Microsoft's core set of application programming interfaces on Windows

The Windows API, informally WinAPI, is the foundational application programming interface (API) that allows a computer program to access the features of the Microsoft Windows operating system in which the program is running. Programs typically access this API using system libraries, which are shared libraries.

Each major version of the Windows API has a distinct name that identifies a compatibility aspect of that version. For example, Win32 is the major version of Windows API that runs on 32-bit systems. The name, Windows API, collectively refers to all versions of this capability of Windows.

Microsoft provides developer support via a software development kit, Microsoft Windows SDK, which includes documentation and tools for building software based on the Windows API.

==Services==

This section lists notable services provided by the Windows API.

===Base Services===
Base services include features such as the file system, devices, processes, threads, and error handling. These functions reside in kernel.exe, krnl286.exe or krnl386.exe files on 16-bit Windows, and kernel32.dll and KernelBase.dll on 32 and 64 bit Windows. These files reside in the folder \Windows\System32 on all versions of Windows.

===Advanced Services===
Advanced services include features beyond the kernel like the Windows registry, shutdown/restart the system (or abort), start/stop/create a Windows service, manage user accounts. These functions reside in advapi32.dll and advapires32.dll on 32-bit Windows.

===Graphics Device Interface===
The Graphics Device Interface (GDI) component provides features to output graphics content to monitors, printers, and other output devices. It resides in gdi.exe on 16-bit Windows, and gdi32.dll on 32-bit Windows in user-mode. Kernel-mode GDI support is provided by win32k.sys which communicates directly with the graphics driver.

===User Interface===
The User Interface component provides features to create and manage screen windows and most basic controls, such as buttons and scrollbars, receive mouse and keyboard input, and other functions associated with the graphical user interface (GUI) part of Windows. This functional unit resides in user.exe on 16-bit Windows, and user32.dll on 32-bit Windows. Since Windows XP versions, the basic controls reside in comctl32.dll, together with the common controls (Common Control Library).

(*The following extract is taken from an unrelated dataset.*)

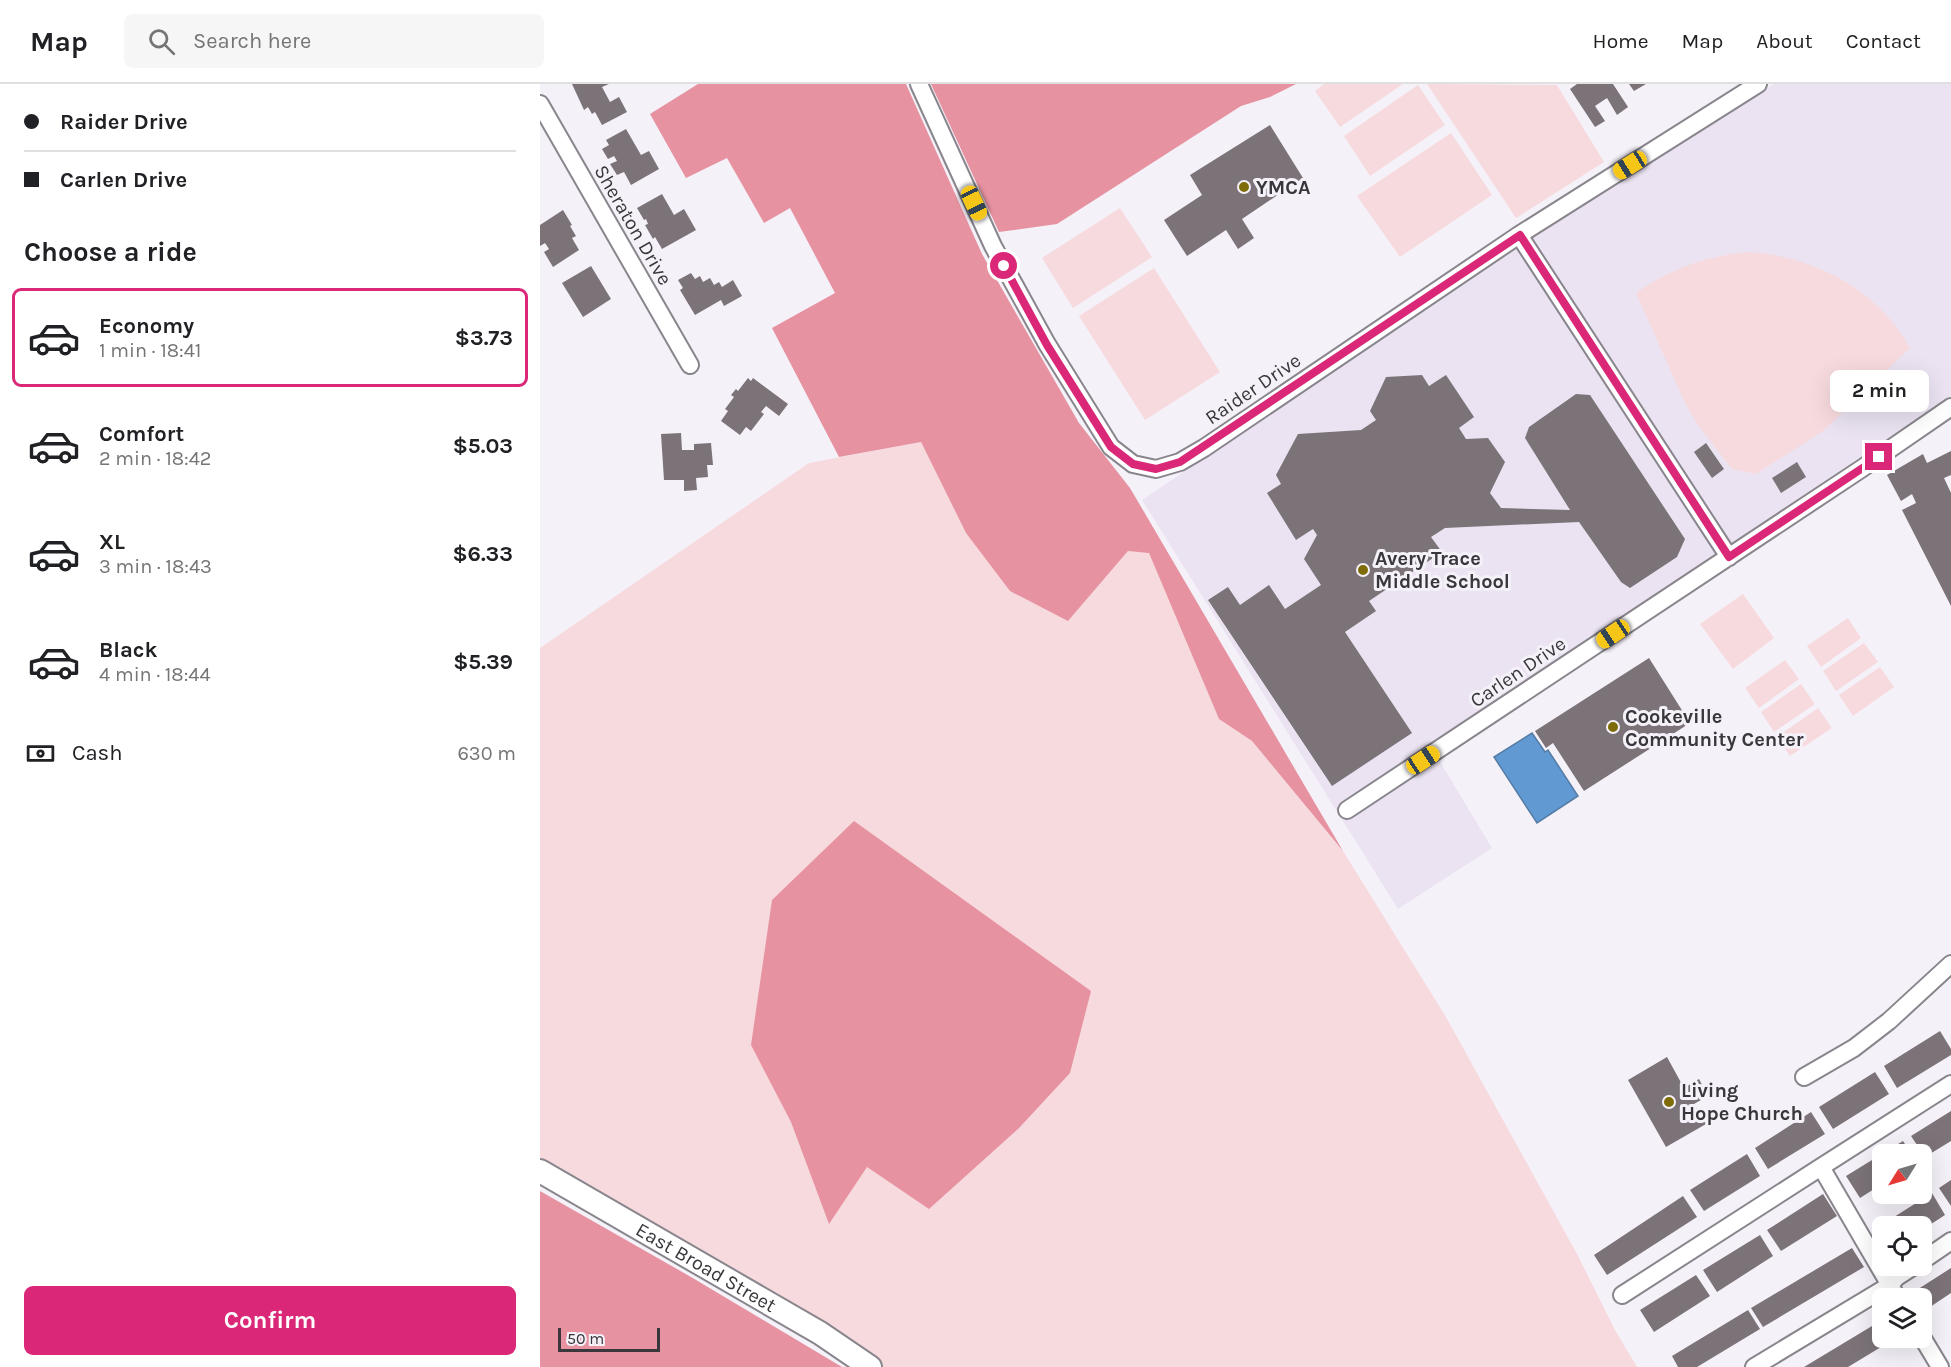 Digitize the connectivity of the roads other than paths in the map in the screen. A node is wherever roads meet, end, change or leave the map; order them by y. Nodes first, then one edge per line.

===Common Dialog Box Library===
The Common Dialog Box Library provides standard dialog boxes to open and save files, choose color and font, etc. The library resides in a file called commdlg.dll on 16-bit Windows, and comdlg32.dll on 32-bit Windows. It is grouped under the User Interface category of the API.

===Common Control Library===
The Common Control Library provides access to advanced user interface controls, including things like status bars, progress bars, toolbars and tabs. The library resides in a DLL file called commctrl.dll on 16-bit Windows, and comctl32.dll on 32-bit Windows. It is grouped under the User Interface category of the API.

===Windows Shell===
The Windows Shell component provides access to the operating system shell. The component resides in shell.dll on 16-bit Windows, and shell32.dll on 32-bit Windows. The Shell Lightweight Utility Functions are in shlwapi.dll. It is grouped under the User Interface category of the API.

===Network Services===
Network Services provide access to the various networking abilities of the operating system. Its subcomponents include NetBIOS, Winsock, NetDDE, remote procedure call (RPC) and many more. This component resides in netapi32.dll on 32-bit Windows.

===Web===
The Internet Explorer (IE) web browser exposes APIs and as such could be considered part of the Windows API. IE has been included with the operating system since Windows 95 OSR2 and has provided web-related services to applications since Windows 98.

==Program interaction==

The Windows API is a C language-based API. Functions and data structures are consumable via C syntax by including windows.h, but the API can be consumed via any programming language that can inter-operate with the API data structures and calling conventions for function calls and callbacks.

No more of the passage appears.